(Entries supplied Opens)

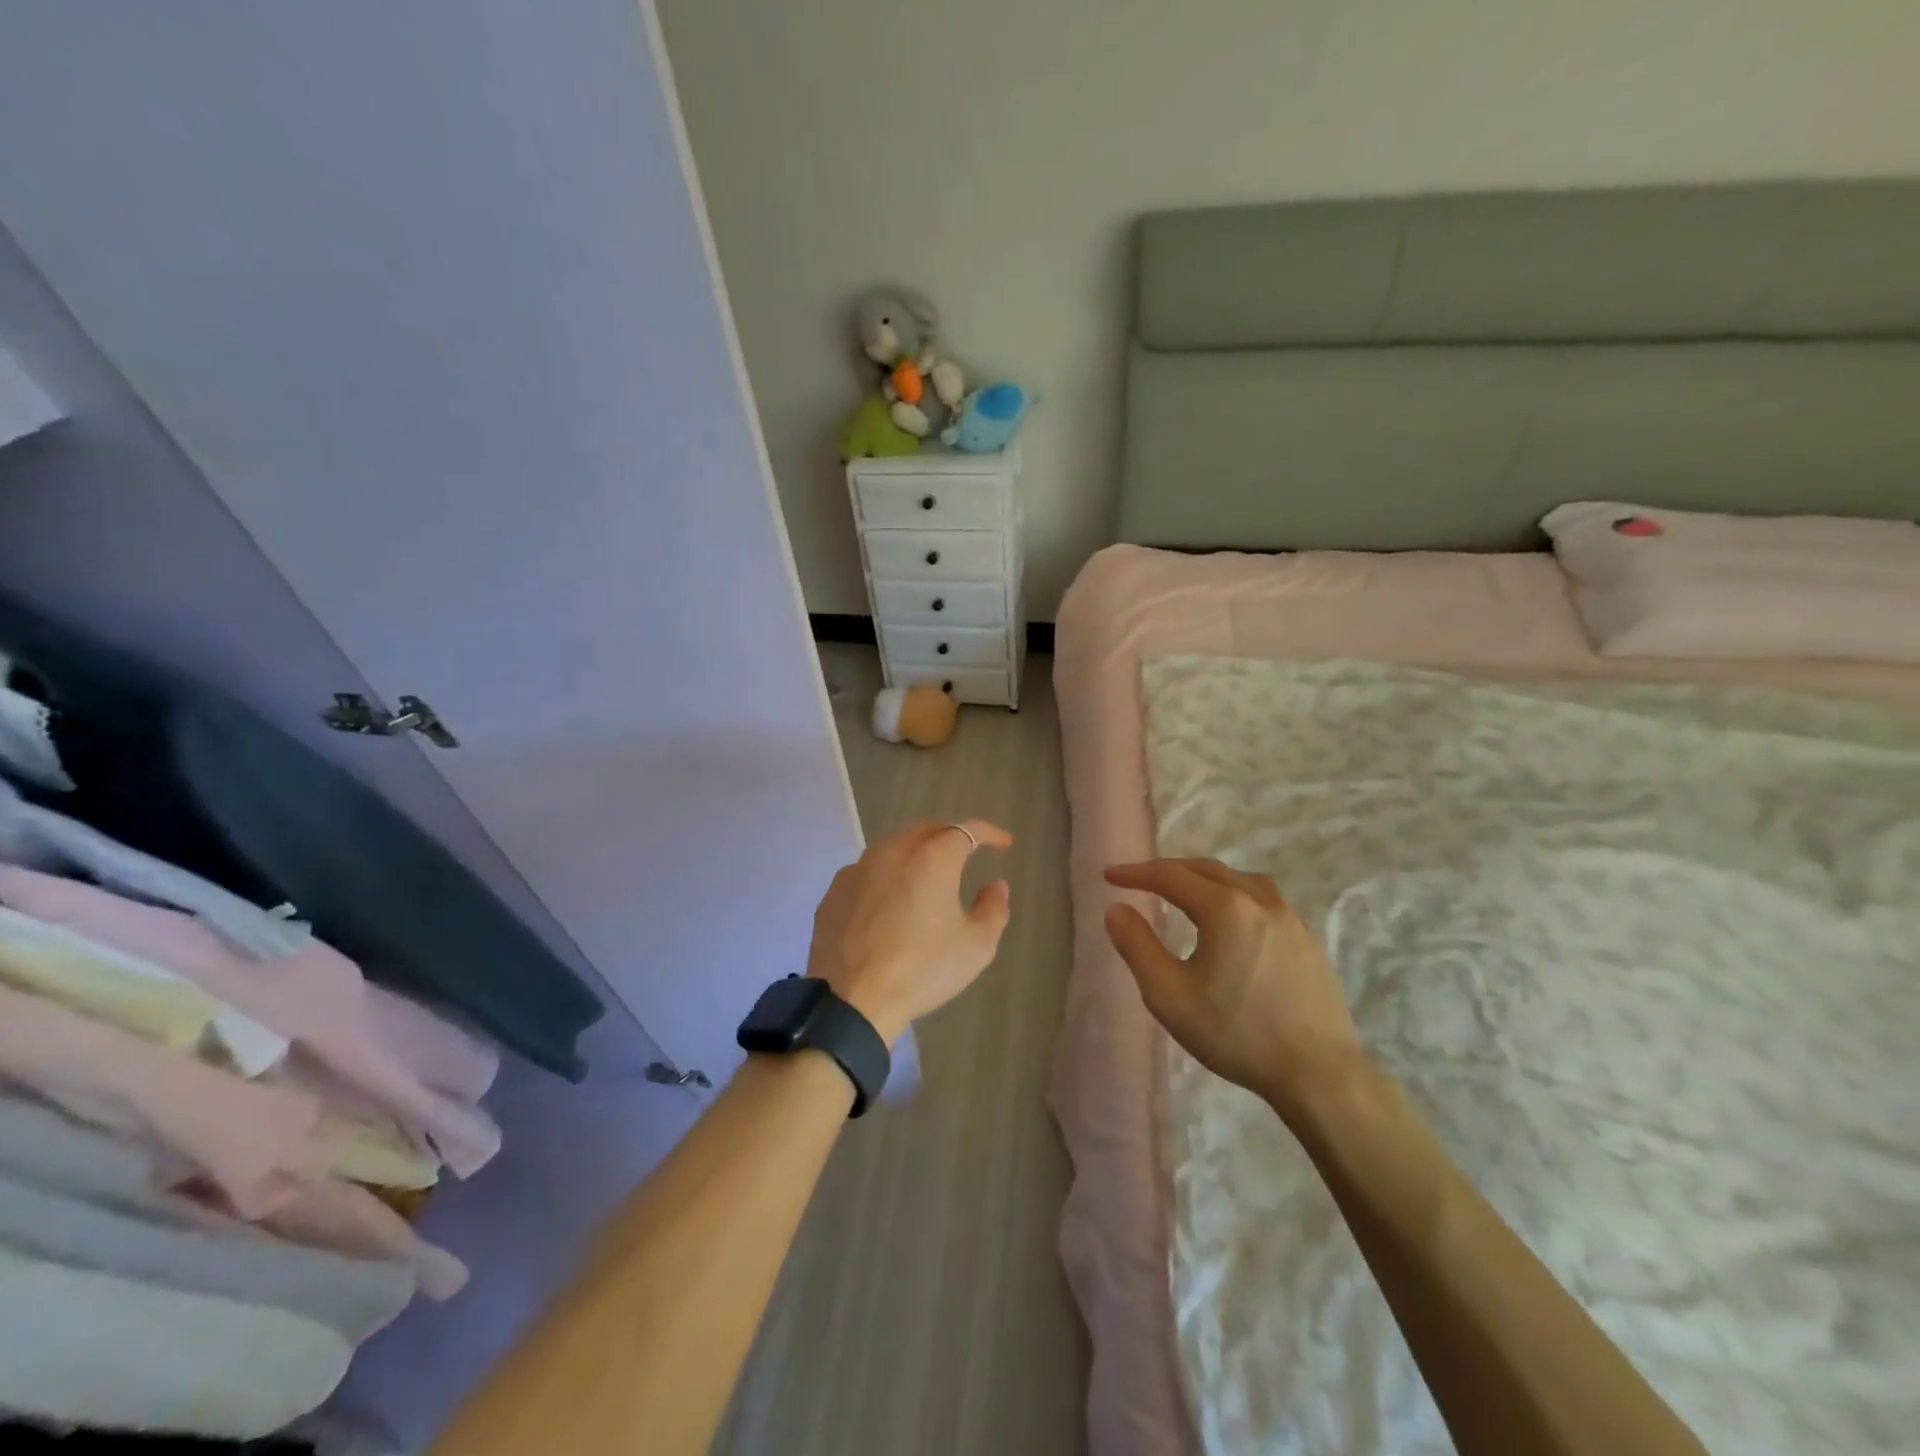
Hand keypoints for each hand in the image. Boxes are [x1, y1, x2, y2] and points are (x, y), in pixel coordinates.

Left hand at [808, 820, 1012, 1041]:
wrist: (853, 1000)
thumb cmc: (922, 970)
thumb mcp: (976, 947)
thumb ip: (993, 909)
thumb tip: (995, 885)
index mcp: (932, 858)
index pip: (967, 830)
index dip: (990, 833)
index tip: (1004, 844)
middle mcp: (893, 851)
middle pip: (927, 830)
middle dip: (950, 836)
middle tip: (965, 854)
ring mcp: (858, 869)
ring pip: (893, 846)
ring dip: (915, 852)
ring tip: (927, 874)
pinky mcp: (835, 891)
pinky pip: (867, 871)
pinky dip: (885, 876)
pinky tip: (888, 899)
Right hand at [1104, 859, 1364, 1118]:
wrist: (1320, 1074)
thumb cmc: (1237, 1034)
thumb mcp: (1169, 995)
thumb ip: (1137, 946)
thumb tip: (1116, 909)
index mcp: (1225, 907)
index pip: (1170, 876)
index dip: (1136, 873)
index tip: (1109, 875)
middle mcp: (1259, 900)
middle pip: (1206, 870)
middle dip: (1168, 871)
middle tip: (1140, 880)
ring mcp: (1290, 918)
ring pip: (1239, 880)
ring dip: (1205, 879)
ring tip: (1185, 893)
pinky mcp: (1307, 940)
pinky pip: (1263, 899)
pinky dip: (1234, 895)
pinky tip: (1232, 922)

(Entries supplied Closes)
(Entries supplied Opens)

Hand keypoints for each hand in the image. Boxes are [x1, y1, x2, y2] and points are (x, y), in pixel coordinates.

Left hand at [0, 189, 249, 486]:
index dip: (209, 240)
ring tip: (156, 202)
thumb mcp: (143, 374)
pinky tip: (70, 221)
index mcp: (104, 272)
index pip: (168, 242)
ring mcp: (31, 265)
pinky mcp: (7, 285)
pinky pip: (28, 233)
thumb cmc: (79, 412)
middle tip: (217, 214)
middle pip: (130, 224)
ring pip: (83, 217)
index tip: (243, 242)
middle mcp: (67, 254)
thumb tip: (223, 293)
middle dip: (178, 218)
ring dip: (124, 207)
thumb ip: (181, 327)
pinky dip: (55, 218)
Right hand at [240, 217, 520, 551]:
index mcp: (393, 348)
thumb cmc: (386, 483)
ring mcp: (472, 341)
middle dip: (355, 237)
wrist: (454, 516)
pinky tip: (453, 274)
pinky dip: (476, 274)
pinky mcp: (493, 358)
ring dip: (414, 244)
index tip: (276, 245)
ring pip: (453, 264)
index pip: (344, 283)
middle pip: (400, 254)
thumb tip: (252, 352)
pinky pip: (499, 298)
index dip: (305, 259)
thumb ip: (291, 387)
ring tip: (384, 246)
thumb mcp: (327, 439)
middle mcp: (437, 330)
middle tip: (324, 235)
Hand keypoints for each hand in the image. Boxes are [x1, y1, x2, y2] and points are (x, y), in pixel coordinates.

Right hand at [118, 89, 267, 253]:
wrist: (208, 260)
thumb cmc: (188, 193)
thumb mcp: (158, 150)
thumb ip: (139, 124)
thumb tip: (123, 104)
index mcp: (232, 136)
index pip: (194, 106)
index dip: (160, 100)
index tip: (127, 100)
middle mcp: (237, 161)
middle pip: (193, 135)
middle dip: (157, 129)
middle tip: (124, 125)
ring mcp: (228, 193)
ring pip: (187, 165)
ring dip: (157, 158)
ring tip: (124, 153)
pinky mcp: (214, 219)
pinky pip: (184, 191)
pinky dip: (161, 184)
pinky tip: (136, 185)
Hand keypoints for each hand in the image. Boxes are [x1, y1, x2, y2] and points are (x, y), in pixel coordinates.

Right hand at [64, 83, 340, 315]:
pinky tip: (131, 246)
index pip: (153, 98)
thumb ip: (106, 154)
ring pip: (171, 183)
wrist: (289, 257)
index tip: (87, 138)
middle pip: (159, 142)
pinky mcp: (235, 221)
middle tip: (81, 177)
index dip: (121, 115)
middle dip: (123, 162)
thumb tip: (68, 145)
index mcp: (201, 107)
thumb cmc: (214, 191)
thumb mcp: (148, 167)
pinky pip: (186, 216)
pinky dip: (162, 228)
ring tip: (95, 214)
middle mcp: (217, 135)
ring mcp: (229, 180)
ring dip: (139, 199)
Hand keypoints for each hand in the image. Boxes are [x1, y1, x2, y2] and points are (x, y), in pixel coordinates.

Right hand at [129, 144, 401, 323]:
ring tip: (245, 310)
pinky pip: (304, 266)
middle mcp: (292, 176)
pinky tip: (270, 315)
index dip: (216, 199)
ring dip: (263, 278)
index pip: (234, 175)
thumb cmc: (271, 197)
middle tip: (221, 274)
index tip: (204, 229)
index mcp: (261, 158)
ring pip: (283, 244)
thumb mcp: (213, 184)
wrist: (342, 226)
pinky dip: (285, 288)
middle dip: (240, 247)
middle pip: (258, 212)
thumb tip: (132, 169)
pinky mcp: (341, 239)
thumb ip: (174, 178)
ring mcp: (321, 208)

(Entries supplied Closes)
(Entries supplied Opens)

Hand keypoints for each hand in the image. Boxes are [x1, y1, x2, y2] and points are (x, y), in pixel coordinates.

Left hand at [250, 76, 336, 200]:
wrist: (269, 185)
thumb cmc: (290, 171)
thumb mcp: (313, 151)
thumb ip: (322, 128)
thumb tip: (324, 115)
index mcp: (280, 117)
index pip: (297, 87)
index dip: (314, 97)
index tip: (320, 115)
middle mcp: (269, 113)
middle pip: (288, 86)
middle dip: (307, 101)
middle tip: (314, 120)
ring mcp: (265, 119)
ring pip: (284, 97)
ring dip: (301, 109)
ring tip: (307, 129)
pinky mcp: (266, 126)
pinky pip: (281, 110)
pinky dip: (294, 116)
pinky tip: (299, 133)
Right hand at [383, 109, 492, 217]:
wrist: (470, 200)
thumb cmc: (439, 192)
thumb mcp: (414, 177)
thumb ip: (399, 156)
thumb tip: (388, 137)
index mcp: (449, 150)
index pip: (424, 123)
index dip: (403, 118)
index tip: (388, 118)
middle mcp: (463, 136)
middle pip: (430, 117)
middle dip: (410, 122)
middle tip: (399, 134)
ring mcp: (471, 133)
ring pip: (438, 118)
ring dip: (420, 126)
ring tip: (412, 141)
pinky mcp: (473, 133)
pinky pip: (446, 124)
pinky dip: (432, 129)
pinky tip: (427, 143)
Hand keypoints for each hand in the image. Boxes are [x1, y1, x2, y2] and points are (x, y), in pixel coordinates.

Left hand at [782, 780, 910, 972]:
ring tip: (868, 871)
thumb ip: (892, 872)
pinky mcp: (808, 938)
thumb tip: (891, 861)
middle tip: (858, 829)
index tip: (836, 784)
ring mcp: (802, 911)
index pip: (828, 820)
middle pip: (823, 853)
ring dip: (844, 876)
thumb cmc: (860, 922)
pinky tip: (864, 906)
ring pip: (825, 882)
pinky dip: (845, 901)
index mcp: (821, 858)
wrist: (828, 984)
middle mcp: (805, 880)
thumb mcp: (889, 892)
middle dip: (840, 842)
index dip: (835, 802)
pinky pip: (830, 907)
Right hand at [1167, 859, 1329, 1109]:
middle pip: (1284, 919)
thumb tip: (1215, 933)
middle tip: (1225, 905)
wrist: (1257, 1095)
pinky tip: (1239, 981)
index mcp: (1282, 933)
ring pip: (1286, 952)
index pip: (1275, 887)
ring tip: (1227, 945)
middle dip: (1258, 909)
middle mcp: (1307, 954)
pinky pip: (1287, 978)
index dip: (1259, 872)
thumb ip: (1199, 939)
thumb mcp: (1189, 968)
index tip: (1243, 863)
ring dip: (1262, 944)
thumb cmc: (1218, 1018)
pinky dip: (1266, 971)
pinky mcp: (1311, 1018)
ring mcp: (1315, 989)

(Entries supplied Closes)

**What the exercise asks**
Copy, exactly and only, the lines above that begin with the one containing "middle mcp: (805, 880)" and finish with the one containing "ring mcp: (1315, 989)".

**Reply**
middle mcp: (805, 880)
thumb mcp: (889, 892)
middle dip: (840, 842)
index dip: (835, 802)
pinky pip: (830, 907)
Right hand at [1167, 859, 1329, 1109]:
middle pip: (1284, 919)
thumb tip: (1215, 933)
middle tip: (1225, 905)
wrist: (1257, 1095)
pinky tip: (1239, 981)
index mcp: (1282, 933)
ring pip: (1286, 952)
index pip: (1275, 887)
ring tip: (1227, 945)
middle dip: (1258, 909)
middle mcp: (1307, 954)
pinky pip: (1287, 978)
index dip: (1259, 872)
thumb ip: (1199, 939)
thumb mcp: (1189, 968)
index tip: (1243, 863)
ring dip: (1262, 944)
thumb cmc: (1218, 1018)
pinky dip: (1266, 971)
pinky mcp: (1311, 1018)
ring mcp: (1315, 989)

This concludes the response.